Gábor Hojtsy’s picture

Status: Postponed (maintainer needs more info) » Needs work

This is when we use (code needs work). (Not nicely, but this is what's available).

Bevan’s picture

JohnAlbin’s picture

Status: Needs work » Fixed

I thought this issue would be easy to doc, but the Writing .info files for themes was nearly empty of detail.
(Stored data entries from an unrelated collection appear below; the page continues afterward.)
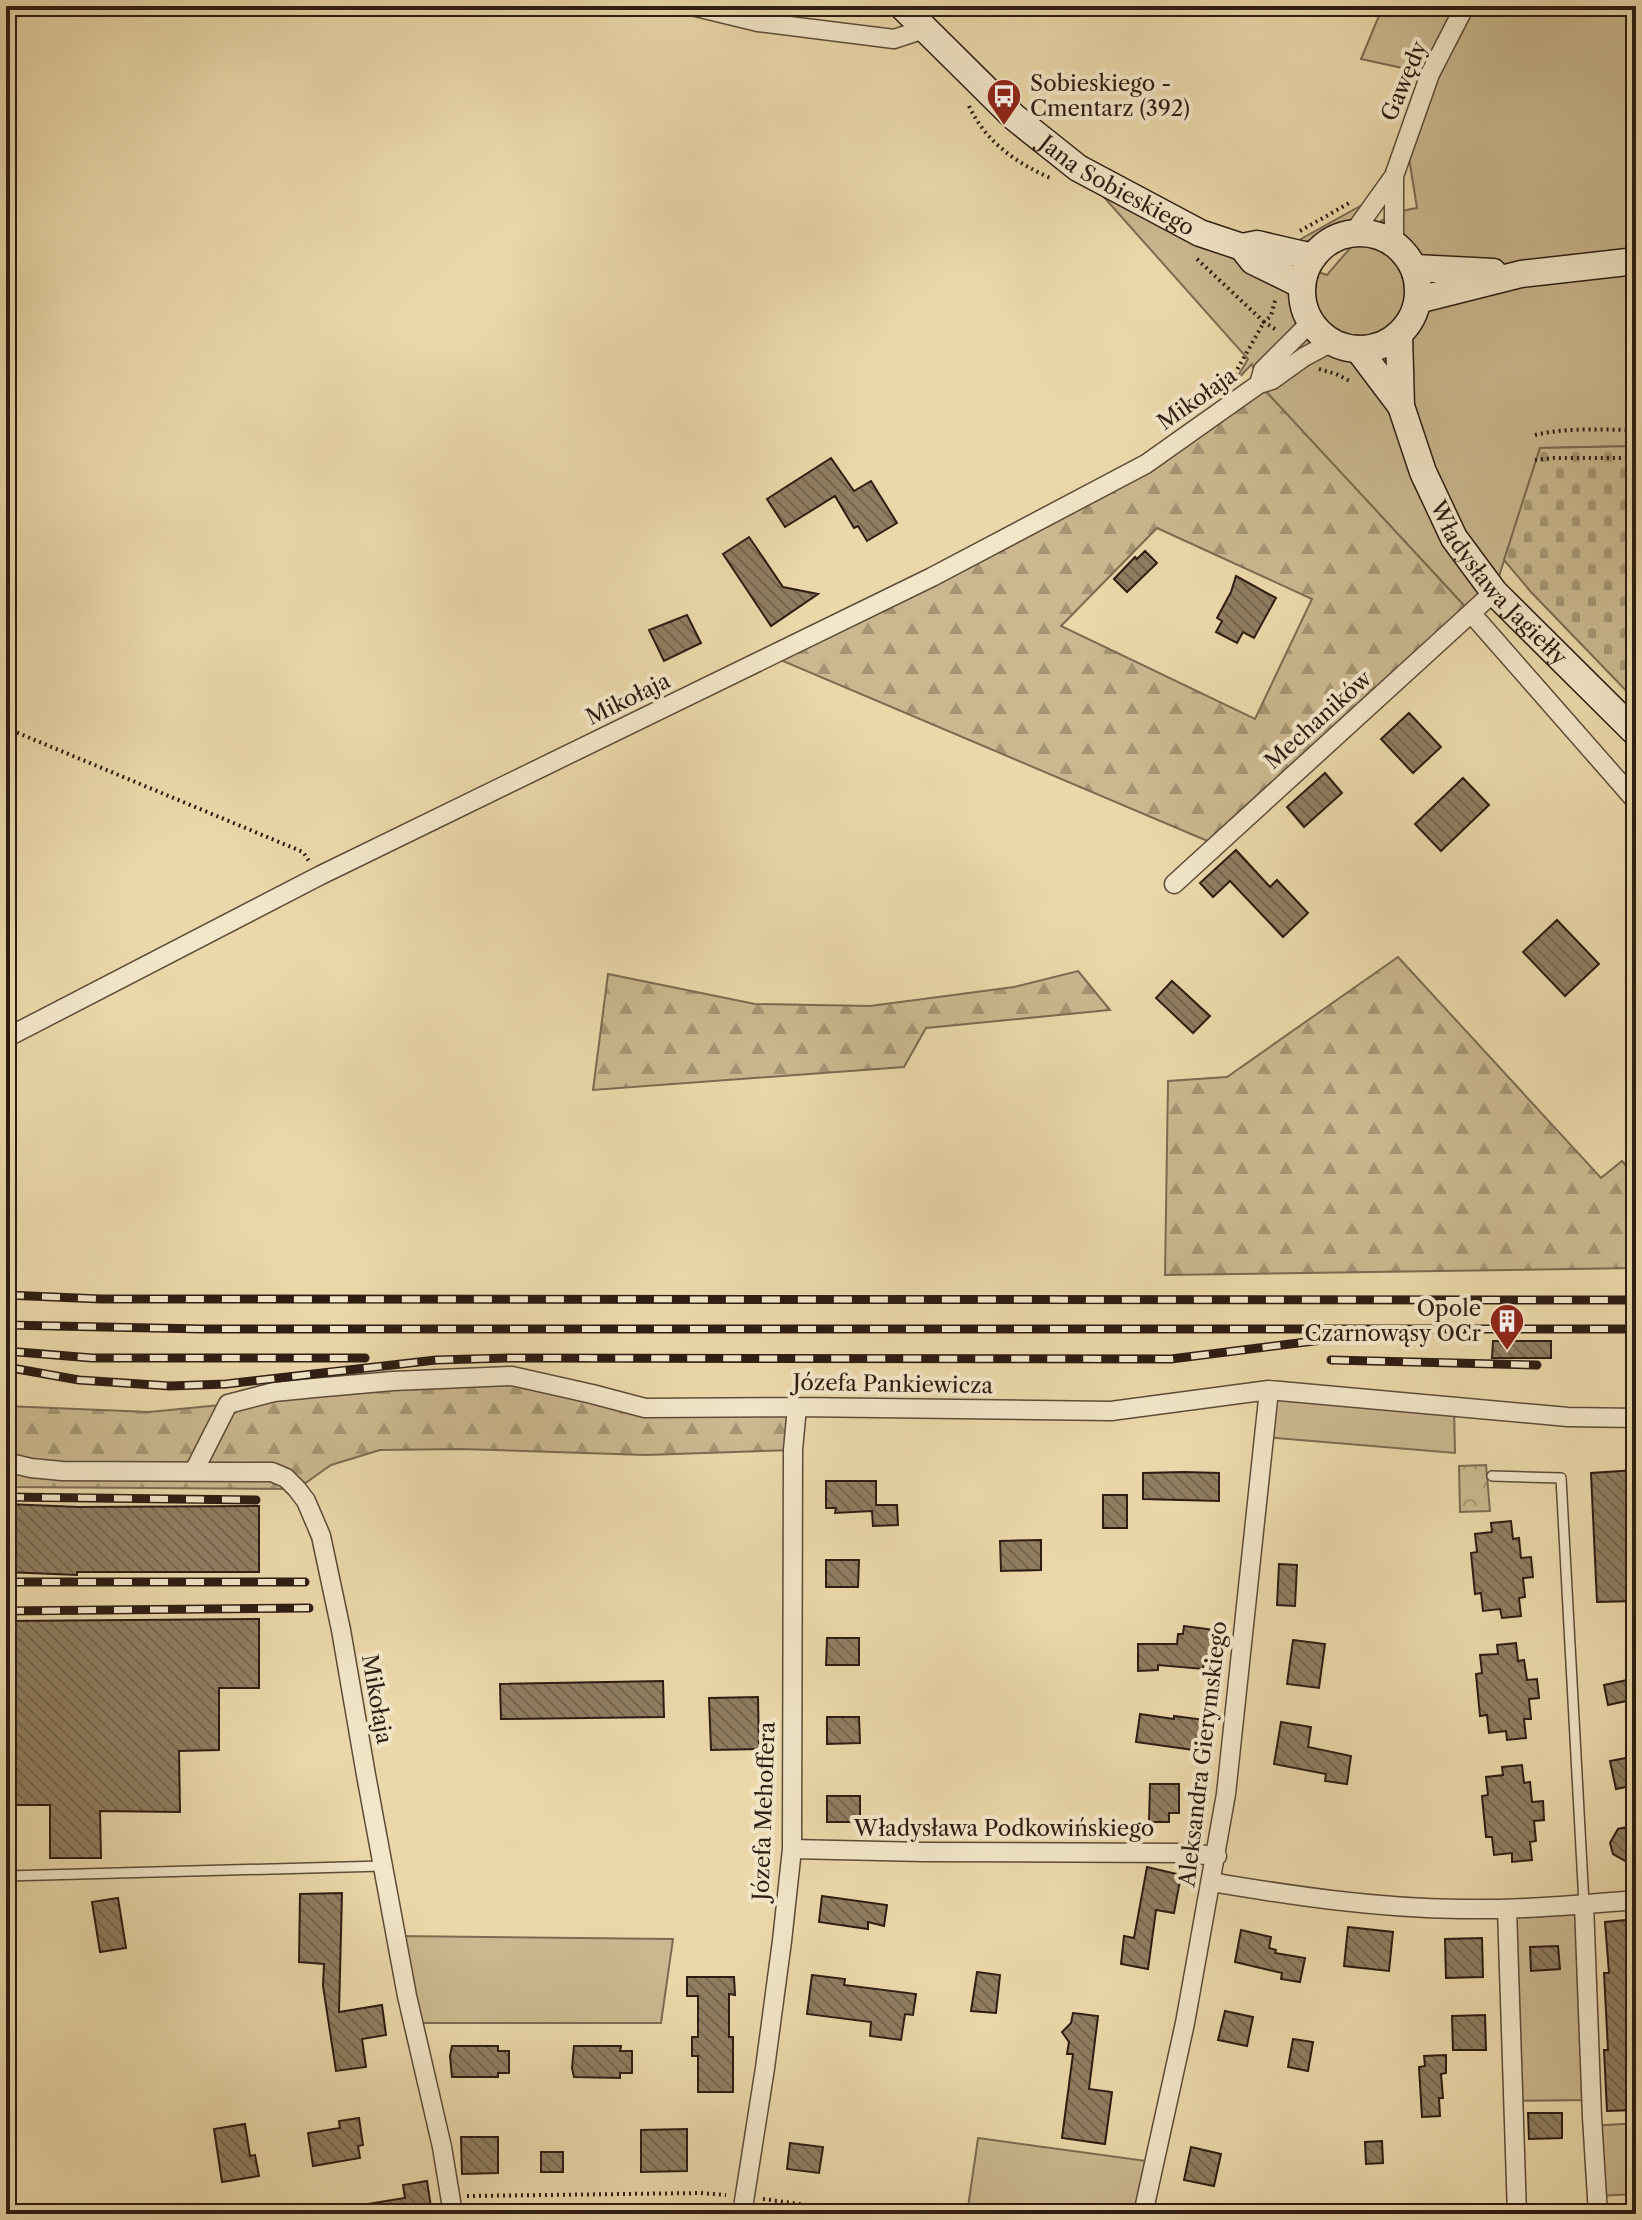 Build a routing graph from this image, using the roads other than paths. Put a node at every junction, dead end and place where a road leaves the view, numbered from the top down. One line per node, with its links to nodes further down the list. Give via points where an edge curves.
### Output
1 (692, 6): 4 (street, via 758,22 894,39)
2 (902, 6): 4 (street, Jana Sobieskiego)
3 (1465, 6): 5 (street, Gawędy, via 1430,74)
4 (924, 29): 8 (street, Jana Sobieskiego, via 1014,117 1078,168 1200,233)
5 (1394, 176): 6 (street, Gawędy); 7 (street, Gawędy)
6 (1354, 232): 7 (street); 9 (street, via 1324,245)
7 (1394, 242): 11 (street)
8 (1242, 247): 9 (street, Jana Sobieskiego, via 1257,244); 13 (street, Jana Sobieskiego, via 1253,261)
9 (1313, 257): 13 (street)
10 (1636, 261): 12 (street)
11 (1415, 268): 12 (street); 14 (street)
12 (1521, 274): 14 (street)
13 (1302, 285): 15 (street)
14 (1418, 300): 16 (street)
15 (1311, 322): 17 (street); 19 (street, Mikołaja, via 1263,370)
16 (1399, 335): 18 (street); 20 (street, Władysława Jagiełły)
17 (1332, 342): 18 (street); 19 (street, Mikołaja)
18 (1358, 349): 20 (street, Władysława Jagiełły)
19 (1259, 384): 26 (street, Mikołaja, via 1146,464 987,548 319,876)
20 (1401, 406): 21 (street, Władysława Jagiełły, via 1435,500 1454,538)
21 (1494, 592): 22 (street, Mechaników); 23 (street, Władysława Jagiełły)
22 (1471, 613): 24 (street); 25 (street, Mechaników)
23 (1636, 733)
24 (1636, 801)
25 (1174, 884)
26 (6, 1038)
27 (1269, 1390): 28 (street, Józefa Pankiewicza, via 1111,1411); 29 (street, Józefa Pankiewicza, via 1568,1417); 34 (street, Aleksandra Gierymskiego)
28 (797, 1407): 31 (street, Józefa Pankiewicza, via 645,1408 512,1376 287,1390 228,1404); 33 (street, Józefa Mehoffera)
29 (1636, 1418)
30 (6, 1462): 31 (street, Mikołaja, via 62,1471)
31 (194, 1471): 35 (street, Mikołaja, via 272,1472 297,1489 315,1518 341,1630)
32 (1492, 1476): 39 (lane, via 1561,1478)
33 (792, 1849): 34 (street, Władysława Podkowińskiego); 42 (street, Józefa Mehoffera)
34 (1217, 1856): 37 (street, Aleksandra Gierymskiego)
35 (383, 1866): 36 (lane); 41 (street, Mikołaja)
36 (6, 1876)
37 (1211, 1882): 40 (street, via 1347,1903); 43 (street, Aleksandra Gierymskiego)
38 (1636, 1900): 39 (street)
39 (1584, 1904): 40 (street); 45 (street)
40 (1507, 1909): 44 (street)
41 (452, 2205)
42 (743, 2205)
43 (1143, 2214)
44 (1517, 2214)
45 (1598, 2214) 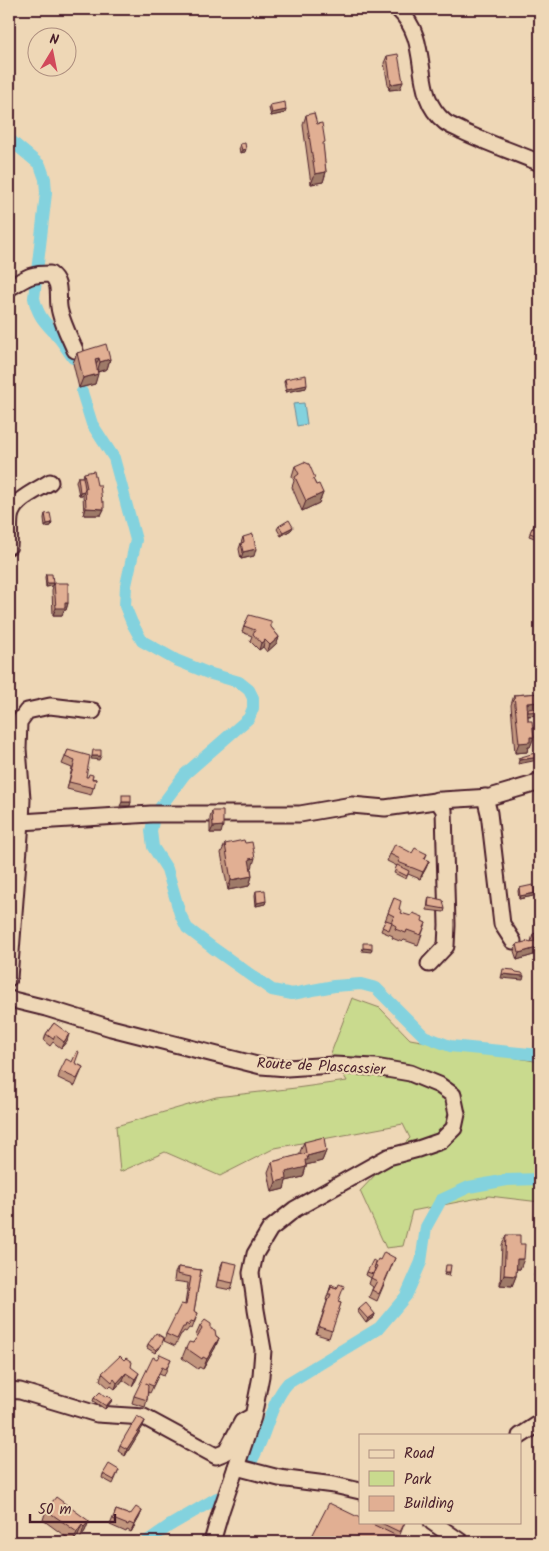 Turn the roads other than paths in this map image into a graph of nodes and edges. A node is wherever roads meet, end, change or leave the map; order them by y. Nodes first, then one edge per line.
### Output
1 (398, 9) edge
2 (540, 163) edge
3 (9, 288) edge
4 (75, 350) dead end
5 (50, 482) dead end
6 (9, 546) edge
7 (93, 711) dead end
8 (540, 780) edge
9 (485, 798) junction
10 (437, 800) junction
11 (21, 822) junction
12 (513, 941) dead end
13 (429, 964) dead end
14 (9, 978) edge
15 (9, 999) edge
16 (9, 1390) edge
17 (253, 1417) junction
18 (540, 1423) edge
19 (522, 1435) edge
20 (236, 1467) junction
21 (359, 1491) edge
22 (435, 1524) edge
23 (212, 1542) edge
24 (461, 1542) edge

1 - 2 street
3 - 4 street
5 - 6 street
7 - 11 street
8 - 9 street
9 - 10 street
9 - 12 street
10 - 11 street
10 - 13 street
11 - 14 street
15 - 17 street, Route de Plascassier
16 - 17 street
17 - 20 street, Route de Plascassier
18 - 19 street
20 - 21 street
20 - 23 street, Route de Plascassier
22 - 24 street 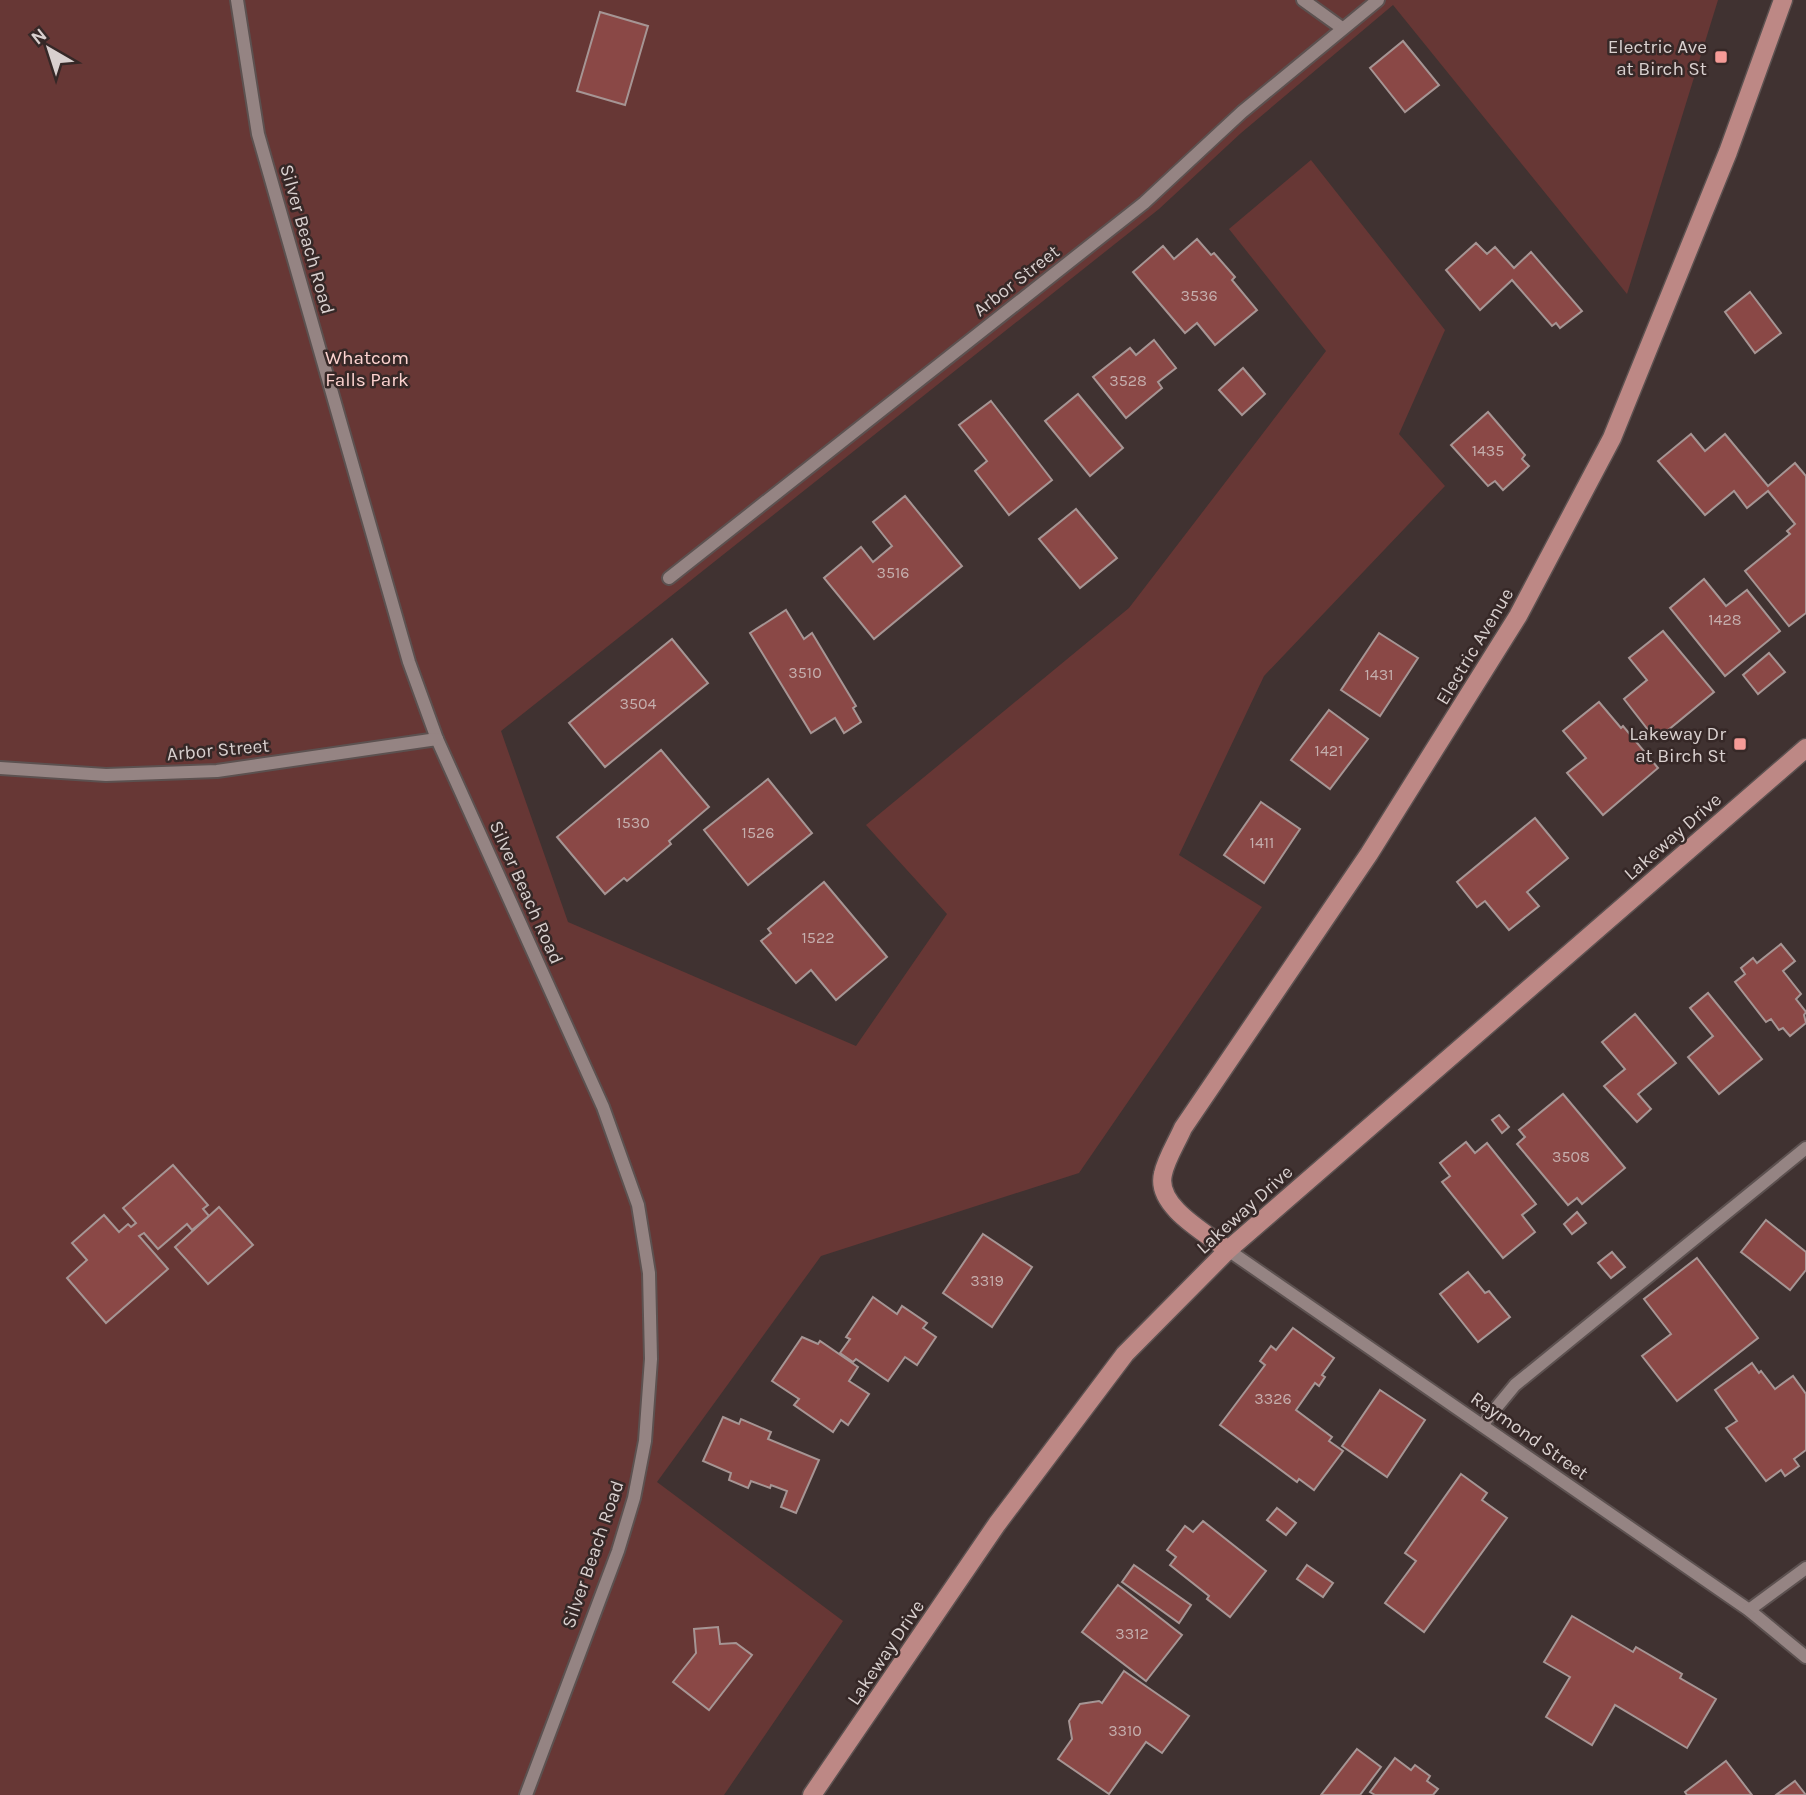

I've filled out the details on this page, but I would appreciate others taking a look to make sure I didn't miss anything.

Also, I've added docs about overriding a module’s stylesheets to these pages:
Writing .info files for themes (Drupal 6.x)
.info files for themes (duplicate of above)
Converting 5.x themes to 6.x

Anonymous’s picture

Status: Fixed » Closed (fixed)
jjalocha’s picture

Hi, I'm not sure, if I'm allowed to post a question to a closed issue. Please correct me, if I'm doing wrong.

I'm trying to ignore 'system-menus.css' completely. According to the documentation (http://drupal.org/node/171205), I've added the following line to .info, providing NO replacement CSS file:

stylesheets[all][] = system-menus.css

But the whole <ul class="menu"> menu structure still renders with Drupal's default formatting, probably due to the following line in the HTML output:

<link type="text/css" rel="stylesheet" media="all" href="/html/modules/system/system-menus.css" />

I've asked for help at the Themes forum (http://drupal.org/node/196879) and #drupal-themes and #drupal channels, but I was told that D6 is still too new to expect much community support.

Crell’s picture

This issue is long-dead. What you're describing sounds like a bug, so please open a new issue for it. We try not to beat dead issues. :-) Thanks.

jjalocha’s picture

OK, sorry.
Bug reported: http://drupal.org/node/197124
Thanks.

iwasfirst’s picture

Hi!

I believe that the creation of this patch is one of the greatest contributions ever made to Drupal theming!

However, what I can't figure out is where to apply it, and exactly what to keep in mind when constructing the stylesheets i want to append. I' quite good with CSS, though a bit comfused as to where the stylesheets should be placed within the Drupal directory.

A short tutorial targeting the implementation and workflow for this patch would be greatly appreciated!!

//André (A newbie with visions)

dvessel’s picture

André, bookmark the theming guide. http://drupal.org/node/171179

Specific info on style sheets can be found here: http://drupal.org/node/171209

As usual, you may be able to find tutorials through Google.

This is not the place to look for support. Thanks.